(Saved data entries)
*** Begin section ***

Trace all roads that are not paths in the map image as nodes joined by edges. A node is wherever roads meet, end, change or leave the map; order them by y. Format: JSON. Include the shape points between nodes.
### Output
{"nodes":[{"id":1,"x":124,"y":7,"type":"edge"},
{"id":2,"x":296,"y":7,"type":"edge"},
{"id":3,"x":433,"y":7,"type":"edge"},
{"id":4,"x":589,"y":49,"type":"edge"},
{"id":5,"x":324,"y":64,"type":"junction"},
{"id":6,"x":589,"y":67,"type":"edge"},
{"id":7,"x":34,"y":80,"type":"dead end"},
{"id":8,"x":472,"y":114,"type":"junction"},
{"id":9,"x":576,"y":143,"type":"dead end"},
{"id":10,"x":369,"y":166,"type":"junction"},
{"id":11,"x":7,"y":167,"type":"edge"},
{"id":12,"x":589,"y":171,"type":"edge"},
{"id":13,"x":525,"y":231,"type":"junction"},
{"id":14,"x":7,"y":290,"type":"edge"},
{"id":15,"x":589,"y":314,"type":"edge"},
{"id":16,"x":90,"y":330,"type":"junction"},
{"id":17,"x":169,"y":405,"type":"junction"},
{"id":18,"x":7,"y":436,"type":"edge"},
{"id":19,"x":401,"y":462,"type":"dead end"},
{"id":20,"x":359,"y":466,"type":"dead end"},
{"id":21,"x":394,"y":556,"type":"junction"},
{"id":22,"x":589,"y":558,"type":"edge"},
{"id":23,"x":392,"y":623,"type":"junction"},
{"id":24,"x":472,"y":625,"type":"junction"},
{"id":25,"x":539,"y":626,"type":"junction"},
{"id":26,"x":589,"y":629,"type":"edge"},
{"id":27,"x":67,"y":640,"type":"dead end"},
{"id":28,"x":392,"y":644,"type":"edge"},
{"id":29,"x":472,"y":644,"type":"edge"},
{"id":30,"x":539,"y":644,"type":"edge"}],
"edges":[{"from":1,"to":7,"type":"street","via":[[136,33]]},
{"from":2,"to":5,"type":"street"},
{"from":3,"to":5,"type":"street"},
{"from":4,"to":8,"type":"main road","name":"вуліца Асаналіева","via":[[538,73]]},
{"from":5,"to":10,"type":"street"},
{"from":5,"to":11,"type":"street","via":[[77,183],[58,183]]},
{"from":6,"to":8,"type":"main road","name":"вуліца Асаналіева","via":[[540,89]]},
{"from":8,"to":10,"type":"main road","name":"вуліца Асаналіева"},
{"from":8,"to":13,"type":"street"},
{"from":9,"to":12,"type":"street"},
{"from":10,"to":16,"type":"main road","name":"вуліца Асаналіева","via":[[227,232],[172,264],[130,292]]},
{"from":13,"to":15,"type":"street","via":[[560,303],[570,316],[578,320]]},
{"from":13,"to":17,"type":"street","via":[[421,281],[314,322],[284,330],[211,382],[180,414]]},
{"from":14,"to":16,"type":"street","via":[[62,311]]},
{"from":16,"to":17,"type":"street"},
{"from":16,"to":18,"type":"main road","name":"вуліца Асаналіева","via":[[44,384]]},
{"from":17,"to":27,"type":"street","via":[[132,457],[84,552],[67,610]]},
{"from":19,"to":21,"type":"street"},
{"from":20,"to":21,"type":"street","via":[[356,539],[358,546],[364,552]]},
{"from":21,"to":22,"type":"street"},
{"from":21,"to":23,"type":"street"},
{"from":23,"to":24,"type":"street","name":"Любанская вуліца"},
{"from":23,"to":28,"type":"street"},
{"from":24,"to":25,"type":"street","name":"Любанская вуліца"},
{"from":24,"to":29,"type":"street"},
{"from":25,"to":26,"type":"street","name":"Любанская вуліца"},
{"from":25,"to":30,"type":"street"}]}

*** End section ***

### WHAT YOU HAVE TO DO
Tally each line above that includes "dead". Reply with the total only.

### SOLUTION TO THE PROBLEM
5